Bäume auf den Acker II
Beschreibung
FKZ 3524 894004
Hintergrund
Agroforstwirtschaft, die Integration von Bäumen in die landwirtschaftliche Fläche (Acker, Wiese oder Weide), verbindet zahlreiche ökologische und ökonomische Vorteile. Dies gilt nicht nur vorrangig für die Biodiversität (Biotopzunahme, -kontinuität und -vernetzung durch Landschaftsstrukturen), sondern auch für Kohlenstoffbindung, Wasserrückhalt, Nährstoffretention und Erosionsschutz.
Projekt
In der Planungsphase von „Bäume auf den Acker“ (2022-2024) wurden die Bedarfe der Umsetzungsphase genau herausgearbeitet, vorbereitet und das Demonstrationsnetzwerk mit 21 Betrieben aufgebaut. Unter anderem wurden potenzielle Mitglieder für den Biodiversitätsbeirat sondiert, die Materialien für die Berufsschulinitiative wurden entwickelt und an ersten Schulen getestet und das Agroforst-Monitoring auf ersten Betrieben durchgeführt.
Ausgehend von 21 Demonstrationsbetrieben sollen nun im Folgeprojekt andere Landwirtschaftsbetriebe, Menschen aus der Politik, Verwaltung und der Öffentlichkeit die Möglichkeit bekommen, die biodiversitätsfördernde Wirkung von Agroforstsystemen kennenzulernen und zu erleben. Es werden Standards für Planung, Pflege und ökologische Aufwertung von Agroforstsystemen erarbeitet, um die Biodiversität zu fördern und die Landwirtschaft klimafreundlicher zu gestalten.
Maßnahmen
Zunächst wird ein Maßnahmenkatalog zur Biodiversitätsförderung in Agroforstsystemen entwickelt und veröffentlicht. Dieser wird genutzt, um die Beratung und Begleitung von Betrieben bei der Anlage und Pflege von Agroforstsystemen mit Biodiversitäts-Elementen zu unterstützen – nicht nur im Demonstrationsnetzwerk, sondern auch in den vielen anderen Betriebsnetzwerken deutschlandweit. Dadurch sollen möglichst viele Betriebe über die verschiedenen Bausteine der Biodiversitätsförderung informiert und angehalten werden, selbst welche zu integrieren.
Im Rahmen einer Berufsschulinitiative werden Lehreinheiten an Berufs- und Fachschulen durchgeführt und zusammen mit den Schüler*innen weiterentwickelt, um die Agroforstwirtschaft an die nächste Generation der Landbewirtschaftenden weiterzugeben.
Der Dialog zwischen Landwirtschaft, Naturschutz und Politik soll ausgebaut werden, indem durch einen Projektbeirat wichtige naturschutzfachliche und rechtliche Fragestellungen diskutiert und konstruktive Lösungen für auftretende Zielkonflikte gefunden werden.

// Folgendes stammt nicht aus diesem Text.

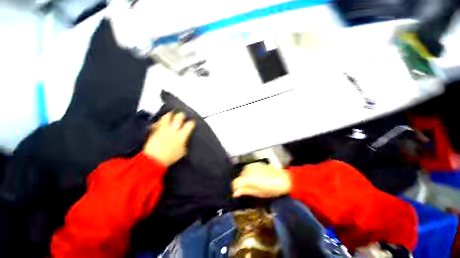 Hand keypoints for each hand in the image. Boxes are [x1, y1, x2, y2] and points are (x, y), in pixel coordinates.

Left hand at [143, 112, 194, 166]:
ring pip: (167, 116)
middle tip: (182, 116)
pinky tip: (161, 122)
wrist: (154, 160)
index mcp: (181, 136)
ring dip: (170, 115)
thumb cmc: (169, 158)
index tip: (191, 122)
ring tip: (171, 114)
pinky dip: (160, 121)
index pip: (189, 125)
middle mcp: (173, 130)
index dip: (192, 122)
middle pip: (179, 117)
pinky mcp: (155, 130)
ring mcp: (164, 129)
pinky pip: (158, 122)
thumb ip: (184, 143)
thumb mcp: (182, 152)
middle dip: (181, 115)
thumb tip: (185, 139)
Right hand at [232, 162, 291, 197]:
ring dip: (246, 178)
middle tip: (250, 189)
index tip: (237, 193)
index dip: (235, 189)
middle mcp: (248, 169)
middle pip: (239, 177)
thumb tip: (235, 193)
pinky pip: (249, 169)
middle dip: (242, 183)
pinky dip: (250, 173)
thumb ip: (245, 191)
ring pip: (244, 173)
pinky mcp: (256, 163)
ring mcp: (252, 165)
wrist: (284, 179)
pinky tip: (257, 177)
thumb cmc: (272, 188)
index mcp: (248, 178)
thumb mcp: (258, 193)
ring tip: (255, 183)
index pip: (235, 183) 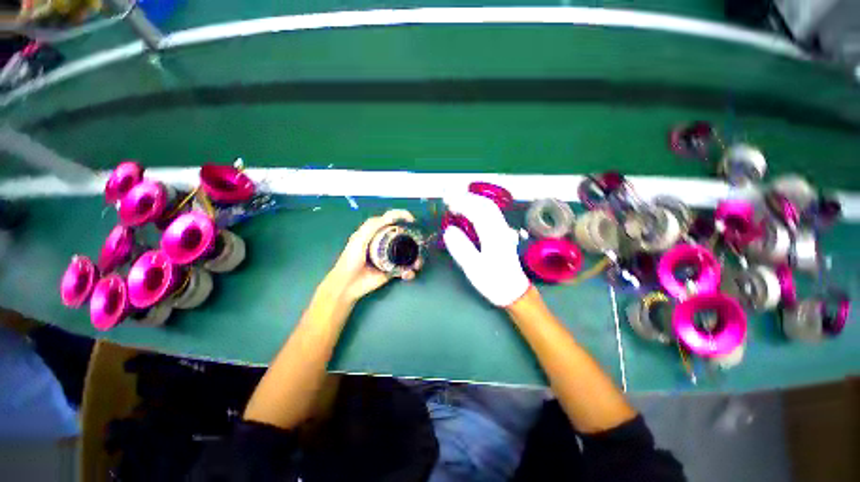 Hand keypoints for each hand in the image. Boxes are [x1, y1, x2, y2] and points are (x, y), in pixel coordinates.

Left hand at [323, 209, 416, 303]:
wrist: (348, 284)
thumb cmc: (351, 259)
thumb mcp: (359, 239)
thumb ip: (372, 226)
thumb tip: (391, 217)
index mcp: (377, 233)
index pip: (391, 220)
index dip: (402, 216)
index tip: (412, 220)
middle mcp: (385, 243)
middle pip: (404, 237)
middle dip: (415, 240)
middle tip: (420, 245)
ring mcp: (390, 257)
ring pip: (408, 254)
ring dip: (416, 258)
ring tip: (417, 264)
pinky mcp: (392, 270)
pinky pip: (405, 269)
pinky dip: (409, 272)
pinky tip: (408, 274)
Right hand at [443, 193, 530, 306]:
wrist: (513, 291)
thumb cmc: (493, 282)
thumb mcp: (473, 268)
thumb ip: (461, 248)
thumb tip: (449, 230)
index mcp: (493, 236)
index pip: (477, 212)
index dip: (462, 204)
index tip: (447, 204)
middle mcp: (500, 229)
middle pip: (486, 205)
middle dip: (467, 198)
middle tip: (449, 199)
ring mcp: (504, 230)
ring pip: (490, 208)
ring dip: (474, 200)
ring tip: (457, 202)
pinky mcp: (503, 234)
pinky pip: (492, 213)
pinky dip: (479, 207)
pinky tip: (471, 211) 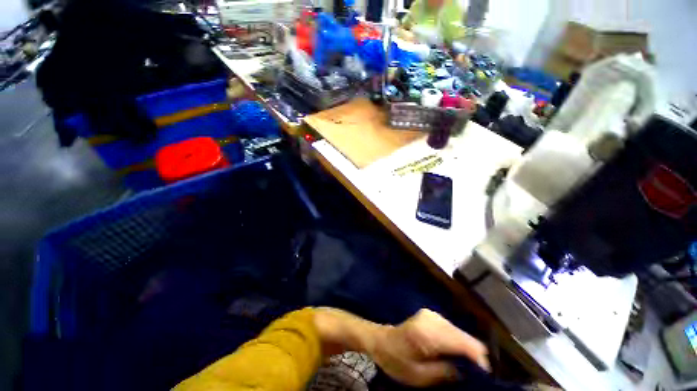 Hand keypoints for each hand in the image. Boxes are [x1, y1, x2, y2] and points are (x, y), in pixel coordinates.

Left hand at [370, 309, 489, 386]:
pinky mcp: (431, 315)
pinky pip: (451, 329)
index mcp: (428, 333)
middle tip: (472, 375)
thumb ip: (445, 373)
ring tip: (460, 366)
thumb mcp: (419, 376)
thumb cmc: (396, 360)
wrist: (380, 340)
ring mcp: (431, 314)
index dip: (478, 360)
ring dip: (464, 349)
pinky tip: (450, 353)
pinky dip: (456, 342)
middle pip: (464, 336)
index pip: (463, 343)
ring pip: (459, 332)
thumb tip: (469, 372)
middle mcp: (432, 319)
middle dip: (472, 356)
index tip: (483, 377) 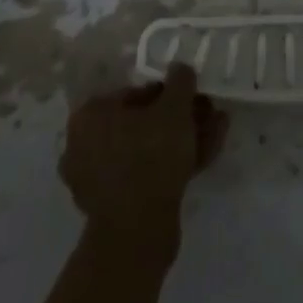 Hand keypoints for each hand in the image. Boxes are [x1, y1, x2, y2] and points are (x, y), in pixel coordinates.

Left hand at [58, 65, 228, 261]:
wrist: (138, 234)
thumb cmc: (149, 156)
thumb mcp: (174, 108)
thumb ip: (180, 80)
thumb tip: (180, 69)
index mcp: (89, 116)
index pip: (134, 93)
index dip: (168, 92)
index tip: (192, 96)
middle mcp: (85, 146)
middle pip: (141, 123)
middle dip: (178, 118)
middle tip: (207, 112)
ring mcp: (98, 181)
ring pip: (147, 150)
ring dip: (182, 139)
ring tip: (217, 130)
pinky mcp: (115, 208)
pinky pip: (147, 175)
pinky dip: (174, 164)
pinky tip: (207, 155) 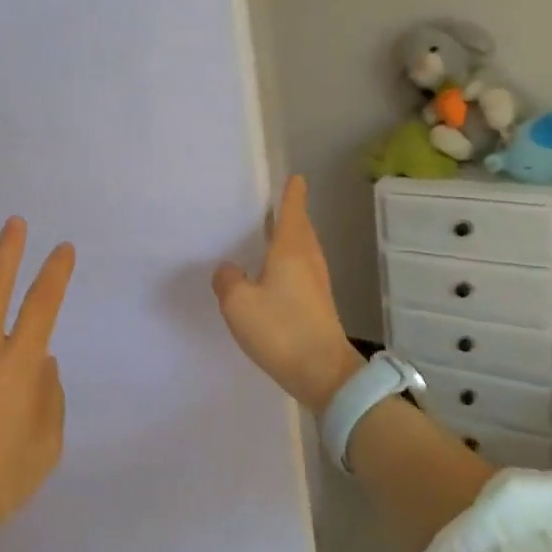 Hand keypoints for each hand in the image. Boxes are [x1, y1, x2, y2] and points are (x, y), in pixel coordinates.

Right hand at [212, 176, 363, 416]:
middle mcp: (308, 260)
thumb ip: (228, 280)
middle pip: (301, 228)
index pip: (293, 211)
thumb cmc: (281, 329)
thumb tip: (230, 269)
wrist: (323, 373)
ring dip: (290, 239)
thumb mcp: (238, 303)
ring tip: (269, 236)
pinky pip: (301, 271)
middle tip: (274, 204)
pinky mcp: (318, 305)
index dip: (292, 193)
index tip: (295, 177)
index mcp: (291, 250)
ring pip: (303, 250)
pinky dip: (289, 262)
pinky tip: (273, 275)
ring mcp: (317, 284)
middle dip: (291, 214) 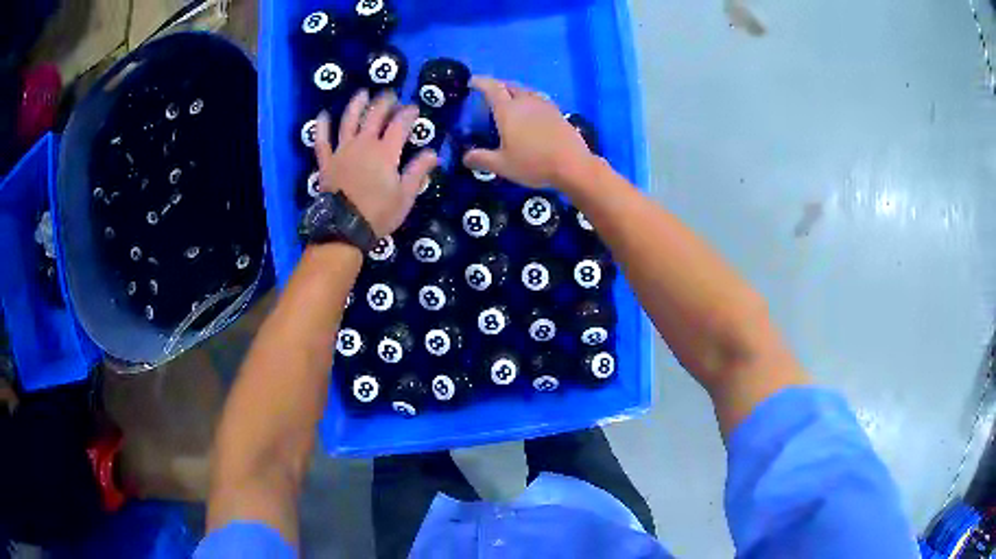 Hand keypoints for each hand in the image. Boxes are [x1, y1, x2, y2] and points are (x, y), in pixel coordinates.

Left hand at [314, 90, 437, 237]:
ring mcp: (342, 151)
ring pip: (349, 121)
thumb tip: (433, 153)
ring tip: (362, 93)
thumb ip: (418, 171)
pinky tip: (323, 114)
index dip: (408, 113)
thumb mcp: (405, 196)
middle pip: (374, 115)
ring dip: (356, 104)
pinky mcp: (326, 161)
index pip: (400, 124)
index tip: (414, 108)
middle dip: (385, 102)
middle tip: (391, 95)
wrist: (343, 229)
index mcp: (385, 152)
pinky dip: (321, 126)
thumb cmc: (378, 214)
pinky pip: (322, 140)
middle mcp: (363, 144)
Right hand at [462, 77, 596, 188]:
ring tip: (510, 102)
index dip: (480, 82)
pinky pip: (538, 99)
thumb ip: (481, 159)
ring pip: (525, 91)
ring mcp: (544, 105)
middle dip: (497, 86)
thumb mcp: (502, 165)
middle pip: (509, 86)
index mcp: (508, 110)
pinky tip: (531, 112)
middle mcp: (525, 102)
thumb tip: (465, 157)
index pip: (491, 87)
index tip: (472, 81)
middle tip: (490, 94)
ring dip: (514, 92)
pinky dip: (529, 100)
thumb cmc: (533, 163)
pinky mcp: (557, 112)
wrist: (573, 165) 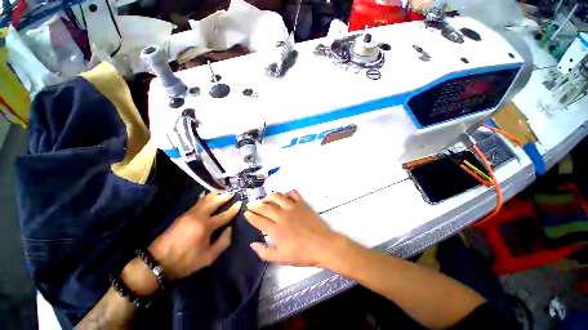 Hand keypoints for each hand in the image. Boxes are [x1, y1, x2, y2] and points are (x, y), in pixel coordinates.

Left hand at [148, 192, 240, 279]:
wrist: (157, 262)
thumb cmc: (186, 261)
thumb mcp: (208, 257)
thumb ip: (223, 242)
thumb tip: (230, 229)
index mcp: (206, 226)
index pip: (224, 215)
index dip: (233, 209)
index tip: (240, 203)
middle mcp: (199, 216)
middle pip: (214, 202)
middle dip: (224, 197)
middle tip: (232, 193)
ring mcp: (189, 214)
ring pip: (205, 200)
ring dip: (214, 194)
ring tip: (222, 190)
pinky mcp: (182, 215)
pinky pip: (197, 202)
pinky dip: (204, 197)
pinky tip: (206, 194)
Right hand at [244, 190, 344, 266]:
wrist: (323, 245)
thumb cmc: (302, 254)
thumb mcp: (281, 259)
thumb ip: (265, 252)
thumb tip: (252, 244)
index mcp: (276, 230)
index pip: (258, 220)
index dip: (250, 216)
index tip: (246, 213)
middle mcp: (282, 216)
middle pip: (265, 207)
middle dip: (255, 205)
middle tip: (251, 204)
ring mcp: (292, 207)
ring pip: (277, 196)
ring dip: (268, 196)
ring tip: (265, 199)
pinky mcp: (302, 203)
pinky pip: (293, 193)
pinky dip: (287, 193)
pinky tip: (284, 196) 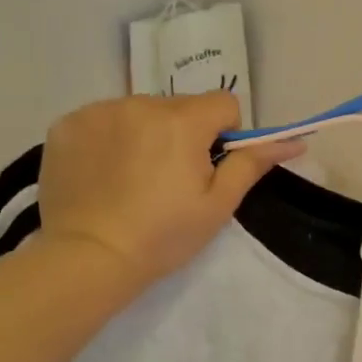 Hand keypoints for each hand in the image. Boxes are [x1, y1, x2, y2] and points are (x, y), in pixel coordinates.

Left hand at [36, 94, 301, 287]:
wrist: (88, 258)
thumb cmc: (163, 236)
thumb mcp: (217, 205)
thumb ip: (251, 164)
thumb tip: (294, 140)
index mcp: (182, 122)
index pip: (224, 103)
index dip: (225, 133)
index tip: (210, 166)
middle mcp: (140, 104)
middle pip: (180, 106)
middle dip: (184, 133)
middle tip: (170, 179)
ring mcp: (98, 111)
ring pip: (140, 111)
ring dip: (145, 133)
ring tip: (132, 179)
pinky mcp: (66, 125)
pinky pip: (102, 119)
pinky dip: (109, 138)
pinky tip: (103, 174) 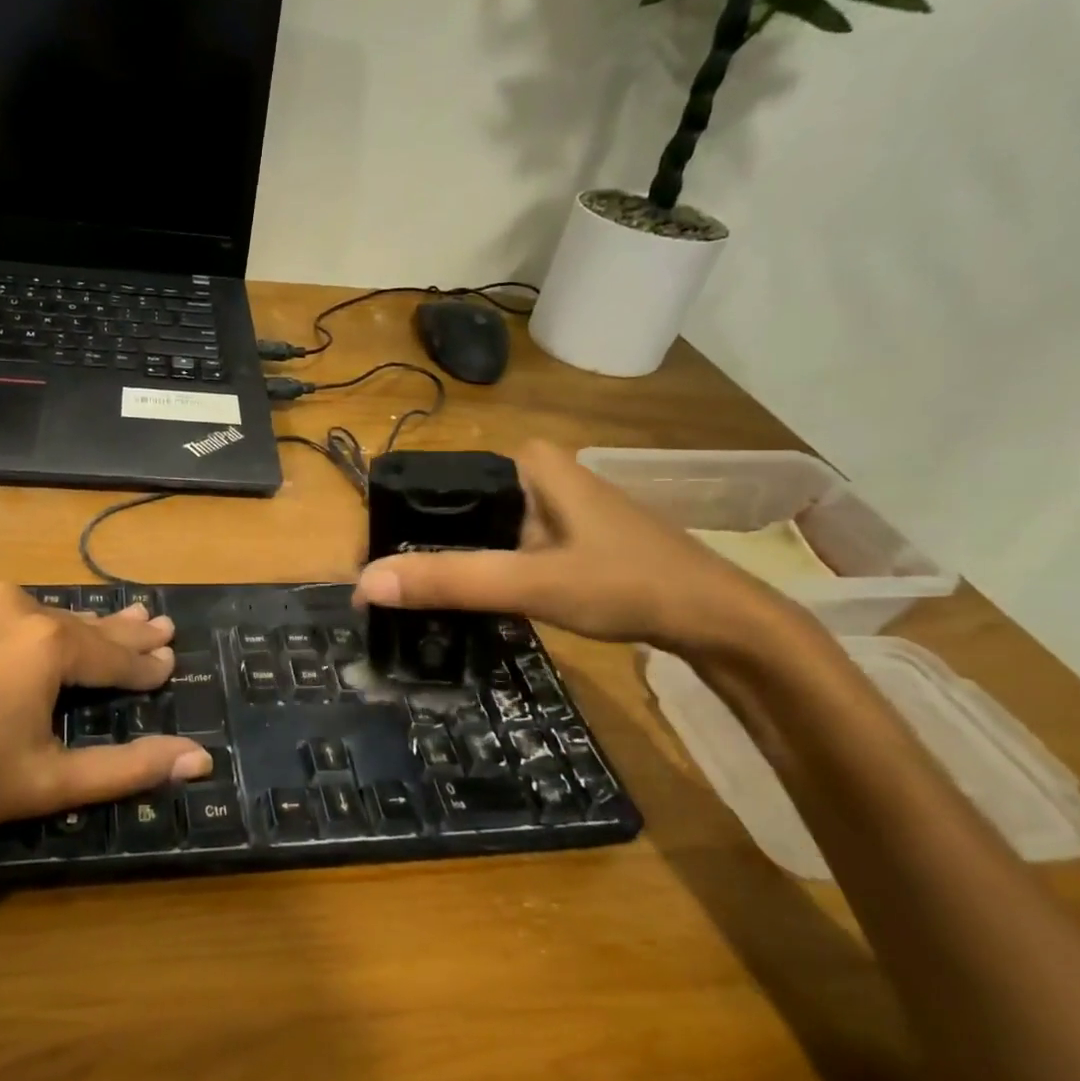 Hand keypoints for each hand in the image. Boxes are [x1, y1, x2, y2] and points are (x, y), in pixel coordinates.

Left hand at [0, 584, 212, 863]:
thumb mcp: (48, 781)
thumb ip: (130, 767)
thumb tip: (202, 759)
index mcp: (49, 642)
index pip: (114, 655)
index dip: (145, 665)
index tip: (171, 659)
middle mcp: (17, 603)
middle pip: (84, 624)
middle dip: (125, 631)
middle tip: (161, 623)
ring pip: (45, 615)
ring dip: (80, 626)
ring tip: (118, 621)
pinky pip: (5, 611)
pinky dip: (33, 622)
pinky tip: (43, 628)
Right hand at [352, 440, 795, 654]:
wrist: (715, 620)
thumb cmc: (627, 584)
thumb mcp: (531, 582)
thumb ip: (450, 581)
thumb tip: (364, 585)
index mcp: (524, 461)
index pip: (435, 485)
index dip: (397, 526)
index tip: (370, 570)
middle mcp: (533, 472)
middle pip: (452, 510)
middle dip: (418, 548)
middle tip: (384, 592)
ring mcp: (549, 505)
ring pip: (475, 531)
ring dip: (446, 562)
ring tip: (408, 598)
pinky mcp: (560, 535)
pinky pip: (499, 547)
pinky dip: (478, 571)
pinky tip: (463, 598)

Die wissenschaftliche Begleitforschung konzentriert sich auf die Aspekte Biodiversität, Kohlenstoffspeicherung und weitere Bodenparameter in Agroforstsystemen. Der multidisziplinäre Forschungsansatz wird mit einem Citizen Science-Konzept untermauert, wodurch nicht nur viele Betriebe wissenschaftlich begleitet werden können, sondern auch ökologisches Praxiswissen mit der beteiligten Bevölkerung ausgetauscht wird. Insbesondere die Einbeziehung von Bürgerwissenschaftler*innen bei dem Monitoring der Agroforstsysteme kann interessierten Verbraucher*innen die Landwirtschaft und insbesondere die Agroforstwirtschaft näherbringen. Durch Vorträge und Informationsveranstaltungen, sowie durch die Vernetzung mit themenverwandten Akteur*innen werden mehr und mehr Multiplikator*innen gewonnen, die das Wissen über die positiven Auswirkungen von Agroforstsystemen weitertragen.